[Start of Attachment]

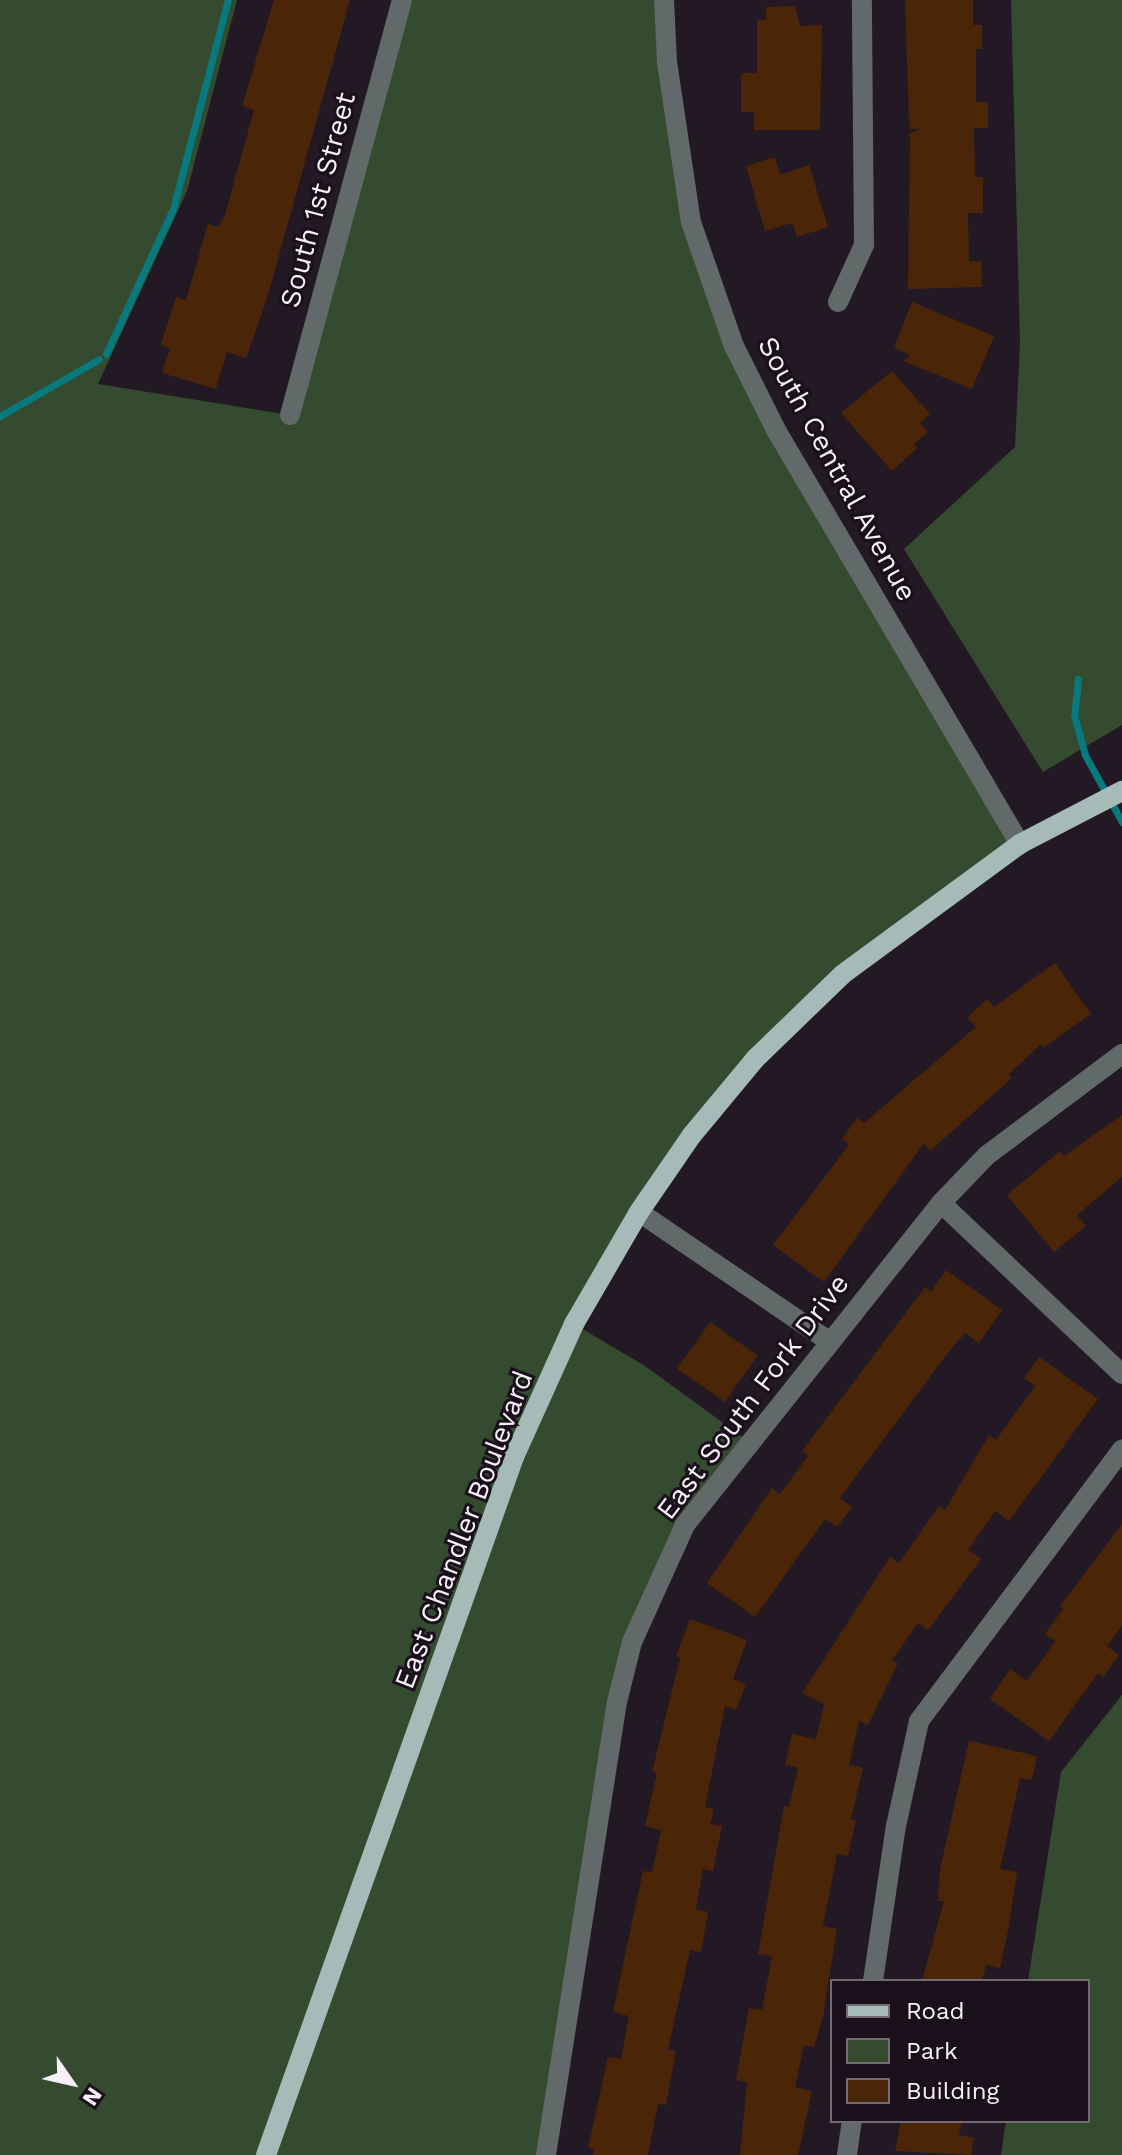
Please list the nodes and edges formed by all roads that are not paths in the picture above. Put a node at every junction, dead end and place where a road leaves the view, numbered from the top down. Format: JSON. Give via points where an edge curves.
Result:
{"nodes":[{"id":1,"x":402,"y":0,"type":"edge"},
{"id":2,"x":664,"y":0,"type":"edge"},
{"id":3,"x":862,"y":0,"type":"edge"},
{"id":4,"x":838,"y":302,"type":"dead end"},
{"id":5,"x":290,"y":415,"type":"dead end"},
{"id":6,"x":1114,"y":795,"type":"edge"},
{"id":7,"x":1020,"y":844,"type":"junction"},
{"id":8,"x":1122,"y":1054,"type":"edge"},
{"id":9,"x":941,"y":1203,"type":"junction"},
{"id":10,"x":639,"y":1212,"type":"junction"},
{"id":11,"x":829,"y":1341,"type":"junction"},
{"id":12,"x":1122,"y":1374,"type":"edge"},
{"id":13,"x":1122,"y":1450,"type":"edge"},
{"id":14,"x":873,"y":1979,"type":"edge"},
{"id":15,"x":852,"y":2123,"type":"edge"},
{"id":16,"x":266,"y":2155,"type":"edge"},
{"id":17,"x":546,"y":2155,"type":"edge"},
{"id":18,"x":847,"y":2155,"type":"edge"}],
"edges":[{"from":1,"to":5,"type":"street","name":"South 1st Street"},
{"from":2,"to":7,"type":"street","name":"South Central Avenue","via":[[667,62],[691,222],[734,346],[776,430]]},
{"from":3,"to":4,"type":"street","via":[[864,245]]},
{"from":6,"to":7,"type":"main road","name":"East Chandler Boulevard"},
{"from":7,"to":10,"type":"main road","name":"East Chandler Boulevard","via":[[843,974],[755,1059],[692,1135]]},
{"from":8,"to":9,"type":"street","name":"East South Fork Drive","via":[[986,1156]]},
{"from":9,"to":11,"type":"street","name":"East South Fork Drive"},
{"from":9,"to":12,"type":"street"},
{"from":10,"to":11,"type":"street"},
{"from":10,"to":16,"type":"main road","name":"East Chandler Boulevard","via":[[574,1324],[514,1457]]},
{"from":11,"to":17,"type":"street","name":"East South Fork Drive","via":[[685,1525],[632,1642],[617,1702]]},
{"from":13,"to":14,"type":"street","via":[[919,1721],[896,1826]]},
{"from":15,"to":18,"type":"street"}]}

[End of Attachment]

_TASK STATEMENT_:
Please return all lines above in which the string "East" is found.

_EXPECTED ANSWER_:
{"from":6,"to":7,"type":"main road","name":"East Chandler Boulevard"},
{"from":7,"to":10,"type":"main road","name":"East Chandler Boulevard","via":[[843,974],[755,1059],[692,1135]]},
{"from":8,"to":9,"type":"street","name":"East South Fork Drive","via":[[986,1156]]},
{"from":9,"to":11,"type":"street","name":"East South Fork Drive"},
{"from":10,"to":16,"type":"main road","name":"East Chandler Boulevard","via":[[574,1324],[514,1457]]},
{"from":11,"to":17,"type":"street","name":"East South Fork Drive","via":[[685,1525],[632,1642],[617,1702]]},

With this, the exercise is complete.